Elle était en train de compter ce qui lui restait – quatre cents francs, peut-être moins, quand on tiendrait compte des dettes aux fournisseurs – lorsqu'on frappa à la porte. Trois coups nets, sans hésitation. Pas un client. Pas un voisin.

Elle ouvrit. Antoine Lefèvre se tenait sur le seuil, son manteau gris perle constellé de fines gouttes de pluie, son chapeau à la main comme s'il rendait visite à une dame.

"Vous auriez pu prévenir", dit-elle, sans bouger pour le laisser entrer.

"J'aurais pu. Mais j'avais peur que vous refusiez."

Il attendit. Elle céda, moins par politesse que par curiosité – et parce qu'elle avait besoin de comprendre cet homme qui savait trop de choses et n'avait rien dit à la police.

Dans l'atelier, il inspecta les presses muettes, les casiers à demi vides. Il ne toucha rien, mais son regard enregistrait tout. Élise croisa les bras.

"Vous êtes venu pour admirer les dégâts ?"

"Je suis venu avec une proposition." Il se tourna vers elle. "Votre père imprimait des pamphlets révolutionnaires. Vous le saviez. Vos mains le savent." Il désigna ses doigts, où une tache d'encre bleu-nuit persistait sous l'ongle. "Vous avez nié devant le commissaire. J'ai confirmé votre version. Mais la police reviendra. La prochaine fois, ils ne trouveront pas seulement un brouillon. Ils trouveront la presse, le coupable, et une famille ruinée."

"Vous le savez déjà. Pourquoi revenir ?"

Antoine sortit une feuille de sa poche intérieure. Une copie du pamphlet que son père imprimait – _L'Ami du Peuple_, le titre en lettres grasses, le texte appelant à la résistance contre la monarchie de Juillet. "Ceci circule encore. Trois douzaines d'exemplaires saisis cette semaine dans le Marais. Le préfet est nerveux. Le roi est plus nerveux encore." Il laissa la feuille tomber sur l'établi. "Ils ont besoin d'un coupable. Pas d'une presse. D'un visage."

Élise sentit sa gorge se serrer. "Vous êtes venu me proposer de devenir ce visage ?"

"Non." Il la regarda droit dans les yeux. "Je suis venu vous proposer un marché. Vous gardez votre boutique. Vous gardez votre nom. Mais vous travaillez pour moi."

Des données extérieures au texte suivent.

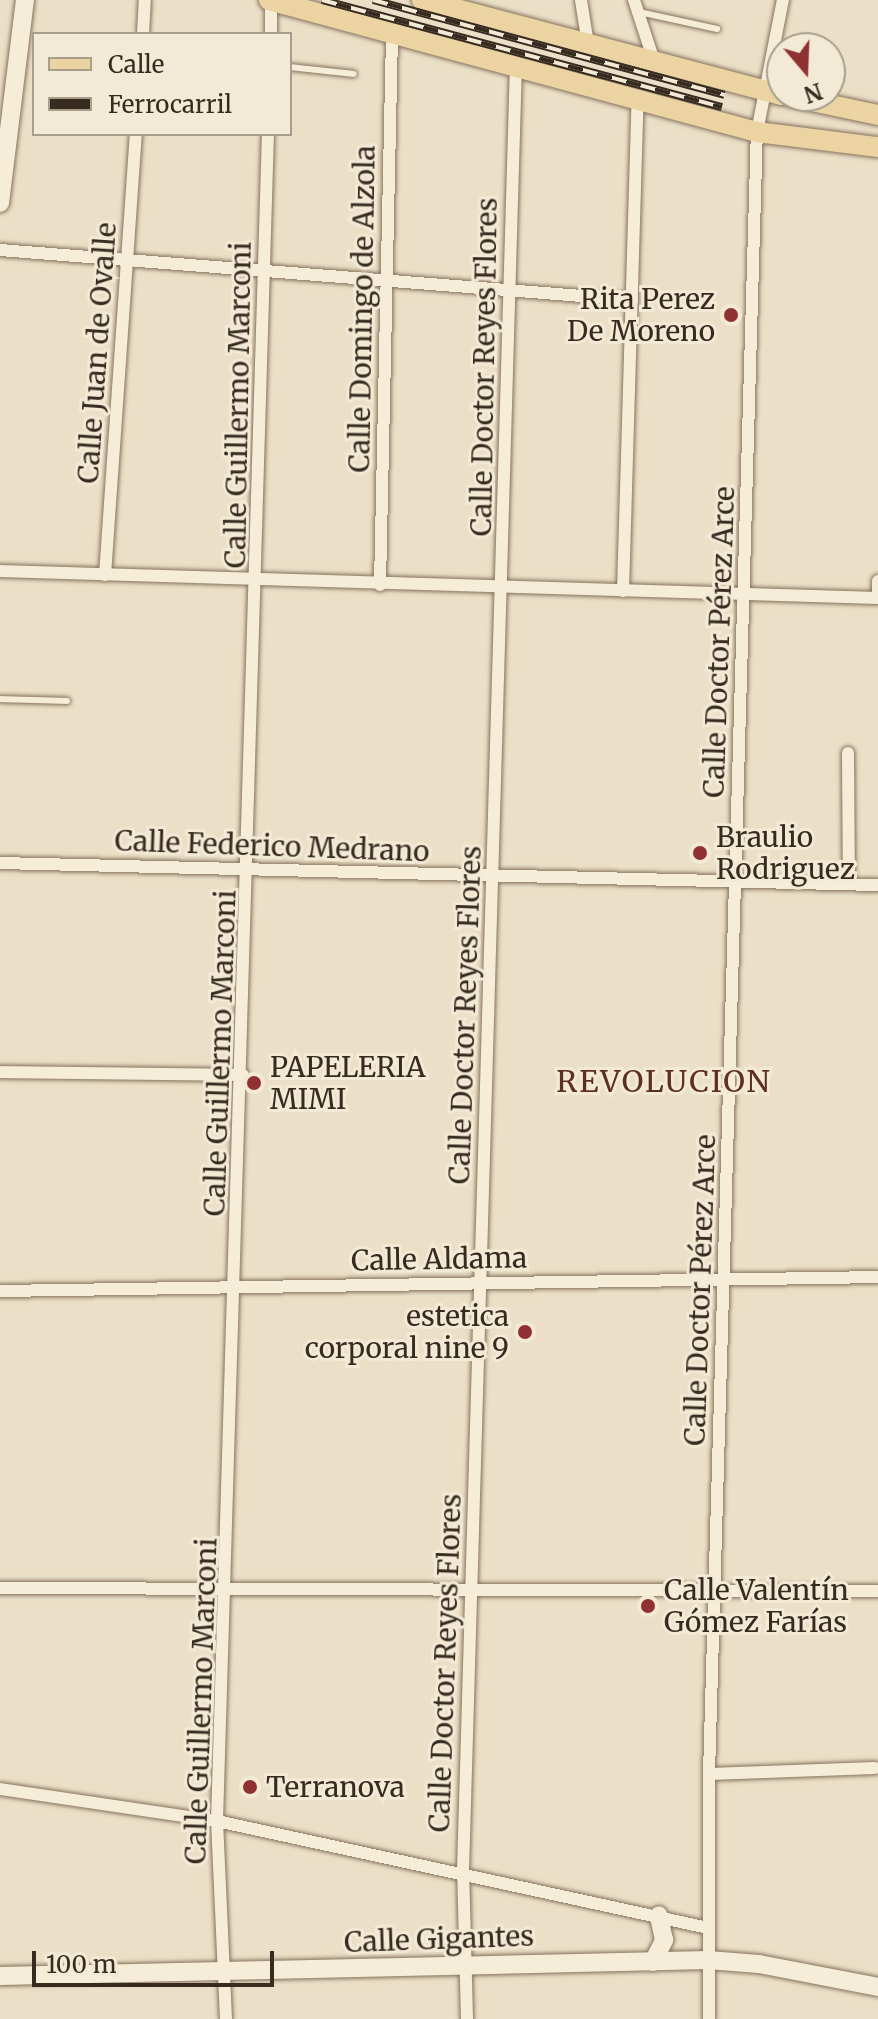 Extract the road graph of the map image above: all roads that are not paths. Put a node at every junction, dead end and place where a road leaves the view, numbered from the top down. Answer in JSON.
{"nodes":[{"id":1,"x":25,"y":0,"type":"edge"},
{"id":2,"x":145,"y":0,"type":"edge"},
{"id":3,"x":270,"y":0,"type":"edge"},
{"id":4,"x":422,"y":0,"type":"edge"},
{"id":5,"x":581,"y":0,"type":"edge"},
{"id":6,"x":783,"y":0,"type":"edge"},
{"id":7,"x":636,"y":6,"type":"edge"},
{"id":8,"x":717,"y":29,"type":"dead end"},
{"id":9,"x":143,"y":32,"type":"edge"},
{"id":10,"x":271,"y":32,"type":"edge"},
{"id":11,"x":781,"y":32,"type":"edge"},
{"id":12,"x":392,"y":33,"type":"junction"},
{"id":13,"x":588,"y":44,"type":"junction"},
{"id":14,"x":654,"y":61,"type":"junction"},
{"id":15,"x":516,"y":65,"type":"junction"},
{"id":16,"x":292,"y":67,"type":"edge"},
{"id":17,"x":354,"y":74,"type":"dead end"},
{"id":18,"x":766,"y":91,"type":"edge"},
{"id":19,"x":638,"y":98,"type":"junction"},
{"id":20,"x":846,"y":108,"type":"edge"},
{"id":21,"x":768,"y":112,"type":"edge"},
{"id":22,"x":878,"y":115,"type":"edge"},
{"id":23,"x":757,"y":132,"type":"junction"},
{"id":24,"x":136,"y":136,"type":"edge"},
{"id":25,"x":268,"y":136,"type":"edge"},
{"id":26,"x":878,"y":147,"type":"edge"},
{"id":27,"x":0,"y":203,"type":"edge"},
{"id":28,"x":0,"y":250,"type":"edge"},
{"id":29,"x":128,"y":260,"type":"junction"},
{"id":30,"x":264,"y":270,"type":"junction"},
{"id":31,"x":387,"y":280,"type":"junction"},
{"id":32,"x":509,"y":289,"type":"junction"},
{"id":33,"x":632,"y":300,"type":"junction"},
{"id":34,"x":0,"y":571,"type":"edge"},
{"id":35,"x":105,"y":575,"type":"junction"},
{"id":36,"x":878,"y":581,"type":"edge"},
{"id":37,"x":258,"y":582,"type":"junction"},
{"id":38,"x":380,"y":585,"type":"junction"},
{"id":39,"x":502,"y":588,"type":"junction"},
{"id":40,"x":623,"y":591,"type":"junction"},
{"id":41,"x":744,"y":593,"type":"junction"},
{"id":42,"x":878,"y":598,"type":"edge"},
{"id":43,"x":0,"y":699,"type":"edge"},
{"id":44,"x":67,"y":701,"type":"dead end"},
{"id":45,"x":848,"y":753,"type":"dead end"},
{"id":46,"x":0,"y":863,"type":"edge"},
{"id":47,"x":249,"y":870,"type":"junction"},
{"id":48,"x":494,"y":876,"type":"junction"},
{"id":49,"x":736,"y":883,"type":"junction"},
{"id":50,"x":849,"y":884,"type":"junction"},
{"id":51,"x":878,"y":885,"type":"edge"},
{"id":52,"x":0,"y":1072,"type":"edge"},
{"id":53,"x":243,"y":1075,"type":"junction"},
{"id":54,"x":878,"y":1277,"type":"edge"},
{"id":55,"x":725,"y":1278,"type":"junction"},
{"id":56,"x":478,"y":1282,"type":"junction"},
{"id":57,"x":237,"y":1286,"type":"junction"},
{"id":58,"x":0,"y":1291,"type":"edge"},
{"id":59,"x":0,"y":1588,"type":"edge"},
{"id":60,"x":472,"y":1589,"type":"junction"},
{"id":61,"x":228,"y":1591,"type":"junction"},
{"id":62,"x":715,"y":1591,"type":"junction"},
{"id":63,"x":878,"y":1591,"type":"edge"},
{"id":64,"x":875,"y":1768,"type":"dead end"},
{"id":65,"x":709,"y":1774,"type":"junction"},
{"id":66,"x":0,"y":1789,"type":"edge"},
{"id":67,"x":217,"y":1821,"type":"junction"},
{"id":68,"x":463,"y":1871,"type":"junction"},
{"id":69,"x":659,"y":1916,"type":"junction"},
{"id":70,"x":708,"y":1928,"type":"junction"},
{"id":71,"x":708,"y":1960,"type":"junction"},
{"id":72,"x":653,"y":1962,"type":"junction"},
{"id":73,"x":465,"y":1966,"type":"junction"},
{"id":74,"x":225,"y":1973,"type":"junction"},
{"id":75,"x":0,"y":1976,"type":"edge"},
{"id":76,"x":878,"y":1987,"type":"edge"},
{"id":77,"x":226,"y":2019,"type":"edge"},
{"id":78,"x":467,"y":2019,"type":"edge"},
{"id":79,"x":709,"y":2019,"type":"edge"}],
"edges":[{"from":1,"to":27,"type":"main road"},
{"from":2,"to":9,"type":"street"},
{"from":3,"to":10,"type":"street"},
{"from":3,"to":12,"type":"main road"},
{"from":4,"to":13,"type":"main road"},
{"from":5,"to":13,"type":"street"},
{"from":6,"to":11,"type":"street","name":"Calle Doctor Pérez Arce"},
{"from":7,"to":8,"type":"lane"},
{"from":7,"to":14,"type":"street"},
{"from":12,"to":15,"type":"main road"},
{"from":12,"to":31,"type":"street","name":"Calle Domingo de Alzola"},
{"from":13,"to":14,"type":"main road"},
{"from":14,"to":18,"type":"main road"},
{"from":15,"to":19,"type":"main road"},
{"from":15,"to":32,"type":"street","name":"Calle Doctor Reyes Flores"},
{"from":16,"to":17,"type":"lane"},
{"from":19,"to":23,"type":"main road"},
{"from":19,"to":33,"type":"street"},
{"from":20,"to":22,"type":"main road"},
{"from":21,"to":23,"type":"street","name":"Calle Doctor Pérez Arce"},
{"from":23,"to":26,"type":"main road"},
{"from":23,"to":41,"type":"street","name":"Calle Doctor Pérez Arce"},
{"from":24,"to":29,"type":"street","name":"Calle Juan de Ovalle"},
{"from":25,"to":30,"type":"street","name":"Calle Guillermo Marconi"},
{"from":28,"to":29,"type":"street"},
{"from":29,"to":30,"type":"street"},
{"from":29,"to":35,"type":"street","name":"Calle Juan de Ovalle"},
{"from":30,"to":31,"type":"street"},
{"from":30,"to":37,"type":"street","name":"Calle Guillermo Marconi"},
{"from":31,"to":32,"type":"street"},
{"from":31,"to":38,"type":"street","name":"Calle Domingo de Alzola"},
{"from":32,"to":33,"type":"street"},
{"from":32,"to":39,"type":"street","name":"Calle Doctor Reyes Flores"},
{"from":33,"to":40,"type":"street"},
{"from":34,"to":35,"type":"street"},
{"from":35,"to":37,"type":"street"},
{"from":36,"to":42,"type":"street"},
{"from":37,"to":38,"type":"street"},
{"from":37,"to":47,"type":"street","name":"Calle Guillermo Marconi"},
{"from":38,"to":39,"type":"street"},
{"from":39,"to":40,"type":"street"},
{"from":39,"to":48,"type":"street","name":"Calle Doctor Reyes Flores"},
{"from":40,"to":41,"type":"street"},
{"from":41,"to":42,"type":"street"},
{"from":41,"to":49,"type":"street","name":"Calle Doctor Pérez Arce"},
{"from":43,"to":44,"type":"lane"},
{"from":45,"to":50,"type":"street"},
{"from":46,"to":47,"type":"street","name":"Calle Federico Medrano"},
{"from":47,"to":48,"type":"street","name":"Calle Federico Medrano"},
{"from":47,"to":53,"type":"street","name":"Calle Guillermo Marconi"},
{"from":48,"to":49,"type":"street","name":"Calle Federico Medrano"},
{"from":48,"to":56,"type":"street","name":"Calle Doctor Reyes Flores"},
{"from":49,"to":50,"type":"street","name":"Calle Federico Medrano"},
{"from":49,"to":55,"type":"street","name":"Calle Doctor Pérez Arce"},
{"from":50,"to":51,"type":"street","name":"Calle Federico Medrano"},
{"from":52,"to":53,"type":"street"},
{"from":53,"to":57,"type":"street","name":"Calle Guillermo Marconi"},
{"from":54,"to":55,"type":"street","name":"Calle Aldama"},
{"from":55,"to":56,"type":"street","name":"Calle Aldama"},
{"from":55,"to":62,"type":"street","name":"Calle Doctor Pérez Arce"},
{"from":56,"to":57,"type":"street","name":"Calle Aldama"},
{"from":56,"to":60,"type":"street","name":"Calle Doctor Reyes Flores"},
{"from":57,"to":58,"type":"street","name":"Calle Aldama"},
{"from":57,"to":61,"type":"street","name":"Calle Guillermo Marconi"},
{"from":59,"to":61,"type":"street"},
{"from":60,"to":61,"type":"street"},
{"from":60,"to":62,"type":"street"},
{"from":60,"to":68,"type":"street","name":"Calle Doctor Reyes Flores"},
{"from":61,"to":67,"type":"street","name":"Calle Guillermo Marconi"},
{"from":62,"to":63,"type":"street"},
{"from":62,"to":65,"type":"street","name":"Calle Doctor Pérez Arce"},
{"from":64,"to":65,"type":"street"},
{"from":65,"to":70,"type":"street","name":"Calle Doctor Pérez Arce"},
{"from":66,"to":67,"type":"street"},
{"from":67,"to":68,"type":"street"},
{"from":67,"to":74,"type":"street","name":"Calle Guillermo Marconi"},
{"from":68,"to":69,"type":"street"},
{"from":68,"to":73,"type":"street","name":"Calle Doctor Reyes Flores"},
{"from":69,"to":70,"type":"street"},
{"from":69,"to":72,"type":"main road"},
{"from":70,"to":71,"type":"street","name":"Calle Doctor Pérez Arce"},
{"from":71,"to":72,"type":"main road","name":"Calle Gigantes"},
{"from":71,"to":76,"type":"main road","name":"Calle Gigantes"},
{"from":71,"to":79,"type":"street","name":"Calle Doctor Pérez Arce"},
{"from":72,"to":73,"type":"main road","name":"Calle Gigantes"},
{"from":73,"to":74,"type":"main road","name":"Calle Gigantes"},
{"from":73,"to":78,"type":"street","name":"Calle Doctor Reyes Flores"},
{"from":74,"to":75,"type":"main road","name":"Calle Gigantes"},
{"from":74,"to":77,"type":"street","name":"Calle Guillermo Marconi"}]}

Un silence. Le tic-tac de la pendule sur la cheminée semblait amplifier chaque seconde.

"Travailleuse pour un journaliste ?" Elle lâcha un rire sans joie. "Je suis compositrice, pas secrétaire."

"Je sais ce que vous êtes." Il avança d'un pas. "Vous êtes celle qui a imprimé ces pamphlets. Vous êtes la plume clandestine de votre père – ou sa main. Et vous êtes en danger, Mademoiselle Moreau. Un danger que vous ne pouvez pas mesurer, parce que vous ne savez pas qui vous tenez en face."

"Vous ?" Elle le défia. "Un Lefèvre. Le fils du prêteur qui tient mon frère."

Antoine se figea. Pour la première fois, elle vit une faille dans son armure de journaliste – un bref vacillement, comme une bougie dans un courant d'air.

"Vous avez vu mon père."

"Pas vu. Subi." Elle sortit la lettre de son père, la posa à côté du pamphlet sur l'établi, ne révéla pas la photo miniature. "Il détient mon frère, prisonnier sous un faux nom à la Petite Roquette, comme otage pour que la presse reste muette."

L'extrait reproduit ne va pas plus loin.